Dynamic Workload Management in IBM System z Mainframe Environment

Summary

Workload manager (WLM) employed in IBM System z environment is one of most sophisticated performance monitoring and control tool in IT industry. In this article, first WLM concepts and facilities has been summarized. After going over evolution from machine resource level specifications to customer service level specifications, some advanced characteristics are explained in more detail.

Introduction

One of the strengths of the System z mainframe environment is the ability to run multiple workloads at the same time. This is performed by dynamic WLM, which is implemented in the WLM component of the zOS operating system.

The idea of zOS WLM is to make a service level agreement (SLA) between service users (IT customers) and the service provider (zOS operating system). The installation classifies the work running on the zOS operating system in distinct service classes and defines goals for them that express the expectation of how the work should perform. WLM uses these goal definitions to manage the work across all systems of a SYSPLEX (SYStems comPLEX, which is zOS clustering facility) environment.

In earlier versions of mainframe operating systems, performance parameters were not reflecting user expectations. They were implemented separately in operating system and subsystems. They used to have their own separate terminologies for similar concepts and their own separate control procedures.

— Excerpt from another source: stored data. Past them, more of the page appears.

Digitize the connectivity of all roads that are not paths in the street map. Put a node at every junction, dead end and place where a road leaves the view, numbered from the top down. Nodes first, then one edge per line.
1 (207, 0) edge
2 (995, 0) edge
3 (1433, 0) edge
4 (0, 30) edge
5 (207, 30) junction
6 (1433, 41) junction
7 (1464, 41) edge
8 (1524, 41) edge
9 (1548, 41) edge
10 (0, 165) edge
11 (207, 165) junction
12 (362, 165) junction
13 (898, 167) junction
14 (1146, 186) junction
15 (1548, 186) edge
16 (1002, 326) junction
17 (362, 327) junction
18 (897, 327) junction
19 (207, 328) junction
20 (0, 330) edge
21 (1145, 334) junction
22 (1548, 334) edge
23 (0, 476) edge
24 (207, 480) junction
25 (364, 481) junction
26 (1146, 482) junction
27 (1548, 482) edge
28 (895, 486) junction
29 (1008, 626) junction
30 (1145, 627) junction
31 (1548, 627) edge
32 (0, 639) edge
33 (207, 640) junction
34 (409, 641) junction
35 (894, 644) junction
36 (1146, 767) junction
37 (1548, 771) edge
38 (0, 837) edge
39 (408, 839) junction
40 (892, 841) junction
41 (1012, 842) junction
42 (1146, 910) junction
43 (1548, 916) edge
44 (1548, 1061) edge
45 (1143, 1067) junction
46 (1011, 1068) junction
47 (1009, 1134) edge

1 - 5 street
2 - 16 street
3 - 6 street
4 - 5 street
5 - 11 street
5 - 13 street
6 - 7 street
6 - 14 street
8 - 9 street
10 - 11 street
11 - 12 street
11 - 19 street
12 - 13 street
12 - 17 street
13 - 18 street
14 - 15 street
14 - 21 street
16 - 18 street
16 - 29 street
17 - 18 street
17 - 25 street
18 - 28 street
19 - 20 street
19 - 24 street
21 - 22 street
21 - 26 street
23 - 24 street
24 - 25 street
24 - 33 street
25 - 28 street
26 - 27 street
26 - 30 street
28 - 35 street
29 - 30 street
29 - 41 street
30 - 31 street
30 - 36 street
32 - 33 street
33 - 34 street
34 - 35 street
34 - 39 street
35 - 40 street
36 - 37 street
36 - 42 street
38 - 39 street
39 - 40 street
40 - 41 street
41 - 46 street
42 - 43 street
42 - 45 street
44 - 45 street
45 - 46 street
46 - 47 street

Those uncoordinated policies and procedures were not defined in terms of customer expectations. All parameters and controls were defined in terms of system resources. This type of workload management was called compatibility mode. Components of compatibility mode were Installation Performance Specifications (IPS) and Installation Classification Specifications (ICS) PARMLIB members.

2000 onwards workload management focus shifted from tuning at system resources level to defining performance expectations. This brought goal mode workload management with fewer and simpler tuning parameters reflecting customer expectations. Goal mode WLM does not use low-level system tuning parameters any more. Performance goals defined directly from customer SLA.

In order to understand how WLM works, we can look at the traffic in cities. When we drive a car from one location to another location, the time is determined by the constant speed we are allowed to go, the amount of traffic on the streets, and the traffic regulations at crossings and intersections. Based on this, Time is the basic measure to go from a start to a destination point. We can easily understand that the amount of traffic is the determining factor of how fast we can go between these two points. While maximum driving speed is constant, the number of cars on the street determines how long we have to wait at intersections and crossings before we can pass through them. As a result, we can identify the crossings, traffic lights, and intersections as the points where we encounter delays on our way through the city.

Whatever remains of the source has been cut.